I’m finally current on the “Holy Renfro’s” grow logs. You sir are a scholar and a gentleman, thank you for sharing your wisdom with us commoners. lol


----------



## UnknownTran (Nov 29, 2020)

Finished your journal from start 3 times, and always learning something valuable every time. Learned a lot from you without every talking to you lol.
Cheers, will definitely be reading some more


----------



## F80M4 (Nov 30, 2020)

Hey Renfro, If I were have 3 rooms with 1 5ton hvac each can I cycle the air from one room to the other or should I leave it sealed?


----------



## DoubleAtotheRON (Nov 30, 2020)

@Renfro is def the real deal. If he gives you a piece of advise.. use it. He's never steered me wrong, and is very knowledgeable. Worst thing you can do is ask for advise, then do the exact opposite .. This is known as an "askhole".


----------



## Renfro (Nov 30, 2020)

F80M4 said:


> Hey Renfro, If I were have 3 rooms with 1 5ton hvac each can I cycle the air from one room to the other or should I leave it sealed?
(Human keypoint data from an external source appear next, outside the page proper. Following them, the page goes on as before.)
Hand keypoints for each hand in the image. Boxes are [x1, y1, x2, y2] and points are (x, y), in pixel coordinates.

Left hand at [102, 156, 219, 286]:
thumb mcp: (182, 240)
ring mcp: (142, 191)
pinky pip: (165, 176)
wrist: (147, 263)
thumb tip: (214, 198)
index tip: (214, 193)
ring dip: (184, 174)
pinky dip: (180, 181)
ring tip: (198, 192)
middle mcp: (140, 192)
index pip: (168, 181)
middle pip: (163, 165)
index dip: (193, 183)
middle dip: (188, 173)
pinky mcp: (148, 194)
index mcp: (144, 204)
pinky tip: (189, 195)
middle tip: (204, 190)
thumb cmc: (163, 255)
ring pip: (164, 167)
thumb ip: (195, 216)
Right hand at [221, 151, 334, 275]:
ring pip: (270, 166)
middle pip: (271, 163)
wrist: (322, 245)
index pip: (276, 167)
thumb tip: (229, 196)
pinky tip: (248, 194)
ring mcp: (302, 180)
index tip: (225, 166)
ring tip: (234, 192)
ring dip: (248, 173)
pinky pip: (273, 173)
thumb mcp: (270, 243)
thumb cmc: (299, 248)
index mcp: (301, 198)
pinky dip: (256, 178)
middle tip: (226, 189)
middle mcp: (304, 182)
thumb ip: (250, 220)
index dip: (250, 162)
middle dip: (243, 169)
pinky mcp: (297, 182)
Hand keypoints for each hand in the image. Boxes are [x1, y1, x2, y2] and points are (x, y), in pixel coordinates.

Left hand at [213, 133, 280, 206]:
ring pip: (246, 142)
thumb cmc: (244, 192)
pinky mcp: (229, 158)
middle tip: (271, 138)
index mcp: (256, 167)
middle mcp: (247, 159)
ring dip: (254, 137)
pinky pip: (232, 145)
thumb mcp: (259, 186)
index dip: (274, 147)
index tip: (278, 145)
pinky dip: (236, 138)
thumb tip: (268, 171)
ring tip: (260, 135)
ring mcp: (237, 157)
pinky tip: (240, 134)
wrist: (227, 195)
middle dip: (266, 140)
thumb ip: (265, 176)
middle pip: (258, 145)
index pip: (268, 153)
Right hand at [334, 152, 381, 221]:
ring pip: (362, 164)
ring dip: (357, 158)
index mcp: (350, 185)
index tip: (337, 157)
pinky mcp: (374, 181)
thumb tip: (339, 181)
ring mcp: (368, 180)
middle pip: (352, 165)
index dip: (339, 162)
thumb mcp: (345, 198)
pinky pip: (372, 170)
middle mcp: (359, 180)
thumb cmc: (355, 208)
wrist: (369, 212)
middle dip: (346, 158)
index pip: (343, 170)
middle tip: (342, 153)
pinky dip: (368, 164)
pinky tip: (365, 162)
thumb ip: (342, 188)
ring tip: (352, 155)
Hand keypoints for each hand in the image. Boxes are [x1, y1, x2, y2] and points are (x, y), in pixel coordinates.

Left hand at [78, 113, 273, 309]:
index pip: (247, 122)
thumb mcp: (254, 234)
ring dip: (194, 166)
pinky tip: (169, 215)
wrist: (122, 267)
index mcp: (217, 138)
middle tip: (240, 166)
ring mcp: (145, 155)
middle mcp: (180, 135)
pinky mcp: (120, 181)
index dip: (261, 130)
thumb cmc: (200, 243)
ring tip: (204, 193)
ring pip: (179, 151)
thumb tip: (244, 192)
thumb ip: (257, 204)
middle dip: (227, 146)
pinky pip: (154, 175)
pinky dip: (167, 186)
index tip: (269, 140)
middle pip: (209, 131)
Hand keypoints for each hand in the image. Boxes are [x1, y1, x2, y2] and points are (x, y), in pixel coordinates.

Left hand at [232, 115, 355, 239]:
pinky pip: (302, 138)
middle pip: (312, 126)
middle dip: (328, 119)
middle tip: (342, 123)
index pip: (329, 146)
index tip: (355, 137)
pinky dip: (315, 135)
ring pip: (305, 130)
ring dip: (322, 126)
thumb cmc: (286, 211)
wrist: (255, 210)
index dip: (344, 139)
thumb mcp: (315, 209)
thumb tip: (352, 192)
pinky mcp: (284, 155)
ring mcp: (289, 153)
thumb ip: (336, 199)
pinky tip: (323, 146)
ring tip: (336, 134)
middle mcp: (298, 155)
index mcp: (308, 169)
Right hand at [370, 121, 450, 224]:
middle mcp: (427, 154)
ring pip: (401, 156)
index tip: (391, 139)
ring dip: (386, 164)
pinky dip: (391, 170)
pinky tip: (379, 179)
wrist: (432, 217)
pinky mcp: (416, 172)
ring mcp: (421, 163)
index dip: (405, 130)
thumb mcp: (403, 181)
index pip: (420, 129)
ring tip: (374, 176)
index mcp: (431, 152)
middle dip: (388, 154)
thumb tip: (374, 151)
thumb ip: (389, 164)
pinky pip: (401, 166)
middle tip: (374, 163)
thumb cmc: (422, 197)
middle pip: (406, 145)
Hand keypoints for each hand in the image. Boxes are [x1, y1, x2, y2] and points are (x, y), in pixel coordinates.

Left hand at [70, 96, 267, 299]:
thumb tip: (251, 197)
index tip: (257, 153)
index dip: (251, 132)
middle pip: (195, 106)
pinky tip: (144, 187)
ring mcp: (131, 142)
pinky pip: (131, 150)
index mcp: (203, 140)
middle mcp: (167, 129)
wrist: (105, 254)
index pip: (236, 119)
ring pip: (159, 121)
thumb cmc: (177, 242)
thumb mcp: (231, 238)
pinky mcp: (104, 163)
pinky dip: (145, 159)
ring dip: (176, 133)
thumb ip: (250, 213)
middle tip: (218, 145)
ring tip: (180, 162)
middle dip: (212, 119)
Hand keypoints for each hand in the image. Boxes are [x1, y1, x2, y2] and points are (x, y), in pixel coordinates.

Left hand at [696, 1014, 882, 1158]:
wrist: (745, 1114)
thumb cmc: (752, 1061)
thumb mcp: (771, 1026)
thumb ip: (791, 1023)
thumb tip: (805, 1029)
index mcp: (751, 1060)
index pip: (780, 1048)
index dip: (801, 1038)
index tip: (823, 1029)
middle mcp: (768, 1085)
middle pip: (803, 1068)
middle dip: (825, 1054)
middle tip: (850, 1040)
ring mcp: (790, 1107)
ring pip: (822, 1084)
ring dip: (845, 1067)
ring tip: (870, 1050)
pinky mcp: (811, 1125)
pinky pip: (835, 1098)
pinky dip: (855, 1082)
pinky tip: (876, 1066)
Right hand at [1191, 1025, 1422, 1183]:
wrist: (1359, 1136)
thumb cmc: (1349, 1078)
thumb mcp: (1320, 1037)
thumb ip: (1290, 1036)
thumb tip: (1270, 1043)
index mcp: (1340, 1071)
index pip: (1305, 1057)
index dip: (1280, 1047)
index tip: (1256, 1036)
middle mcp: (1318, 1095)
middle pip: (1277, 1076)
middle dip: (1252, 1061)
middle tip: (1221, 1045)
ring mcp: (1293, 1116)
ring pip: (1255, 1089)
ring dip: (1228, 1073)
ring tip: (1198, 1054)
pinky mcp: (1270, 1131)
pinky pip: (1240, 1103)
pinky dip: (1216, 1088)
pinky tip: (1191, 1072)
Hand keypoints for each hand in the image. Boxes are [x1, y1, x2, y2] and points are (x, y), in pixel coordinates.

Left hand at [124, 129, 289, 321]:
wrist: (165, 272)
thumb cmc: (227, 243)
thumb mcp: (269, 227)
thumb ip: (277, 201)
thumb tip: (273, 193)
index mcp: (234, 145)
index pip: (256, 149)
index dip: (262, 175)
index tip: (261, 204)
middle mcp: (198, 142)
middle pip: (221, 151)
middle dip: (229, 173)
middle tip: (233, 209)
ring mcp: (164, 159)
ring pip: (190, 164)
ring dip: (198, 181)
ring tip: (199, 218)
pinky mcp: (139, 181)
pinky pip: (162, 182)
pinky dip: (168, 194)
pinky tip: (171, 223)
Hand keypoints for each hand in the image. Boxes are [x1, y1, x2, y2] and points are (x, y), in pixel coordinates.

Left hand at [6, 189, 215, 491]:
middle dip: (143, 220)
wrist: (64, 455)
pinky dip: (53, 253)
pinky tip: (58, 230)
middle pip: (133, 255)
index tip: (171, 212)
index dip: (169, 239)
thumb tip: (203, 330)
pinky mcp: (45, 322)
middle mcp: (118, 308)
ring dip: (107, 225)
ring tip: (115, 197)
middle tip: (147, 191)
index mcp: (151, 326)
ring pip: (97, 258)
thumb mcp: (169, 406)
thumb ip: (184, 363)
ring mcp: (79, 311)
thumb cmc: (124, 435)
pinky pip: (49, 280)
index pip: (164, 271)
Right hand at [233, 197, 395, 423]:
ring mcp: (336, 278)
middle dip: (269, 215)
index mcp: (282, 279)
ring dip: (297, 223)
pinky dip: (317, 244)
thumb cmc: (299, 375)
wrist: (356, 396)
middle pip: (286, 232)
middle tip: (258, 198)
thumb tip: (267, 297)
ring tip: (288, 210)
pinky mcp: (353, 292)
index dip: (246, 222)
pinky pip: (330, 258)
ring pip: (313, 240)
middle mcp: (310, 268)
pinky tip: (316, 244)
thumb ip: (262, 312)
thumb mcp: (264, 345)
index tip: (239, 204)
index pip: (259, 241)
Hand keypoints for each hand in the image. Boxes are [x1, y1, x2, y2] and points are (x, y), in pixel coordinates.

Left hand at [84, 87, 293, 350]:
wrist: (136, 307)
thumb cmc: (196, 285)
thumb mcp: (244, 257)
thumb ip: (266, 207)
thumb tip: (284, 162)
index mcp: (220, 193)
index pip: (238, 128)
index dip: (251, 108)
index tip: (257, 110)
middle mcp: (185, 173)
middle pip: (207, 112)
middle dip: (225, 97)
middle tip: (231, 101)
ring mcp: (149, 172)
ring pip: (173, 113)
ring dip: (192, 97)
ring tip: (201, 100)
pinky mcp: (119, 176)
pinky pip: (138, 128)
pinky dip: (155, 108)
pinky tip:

Whats the reason for circulating the air between the rooms?


----------



## F80M4 (Dec 1, 2020)

Renfro said:


> Whats the reason for circulating the air between the rooms?


Heating the other rooms when lights are off it's cold in Canada! Do you think this is ideal? If not what do you suggest


----------



## Renfro (Dec 1, 2020)

F80M4 said:


> Heating the other rooms when lights are off it's cold in Canada! Do you think this is ideal? If not what do you suggest


It _could _be fine to do what you propose, at least as long as you don't have issues with warmer humid air mixing with cooler air and causing high RH%. With this chart you can see that air @ 82.4F and 50% RH contains 12.05 grams of H2O per kg of air. Now that same air cools off to lets say 73.4F the RH% would end up between 65 and 70%. In later flower those levels could cause issues with bud rot. Temperature and RH% fluctuation can promote powdery mildew as well.


----------



## sfsdfuturegrower (Dec 5, 2020)

Renfro said:


> It _could _be fine to do what you propose, at least as long as you don't have issues with warmer humid air mixing with cooler air and causing high RH%. With this chart you can see that air @ 82.4F and 50% RH contains 12.05 grams of H2O per kg of air. Now that same air cools off to lets say 73.4F the RH% would end up between 65 and 70%. In later flower those levels could cause issues with bud rot. Temperature and RH% fluctuation can promote powdery mildew as well.
> 
> Great grow journal, I finally made it . Glad you answered the question about circulating air between two rooms possibly causing rh issue. I was wondering if it made sense to do it but really like your reasoning about bud rot.
> 
> ...


----------



## Sif1 (Jan 27, 2021)

A couple of pics from New Zealand. Top, room 2, Just Hps 600, Bottom, room 1. About 20sq/m, Running 600's and Leds
e


----------



## Lucky Luke (Jan 27, 2021)

Sif1 said:


> A couple of pics from New Zealand. Top, room 2, Just Hps 600, Bottom, room 1. About 20sq/m, Running 600's and Leds
> eView attachment 4808496View attachment 4808501


Ballsy grow for NZ.


----------



## Sif1 (Jan 27, 2021)

Lucky Luke said:


> Ballsy grow for NZ.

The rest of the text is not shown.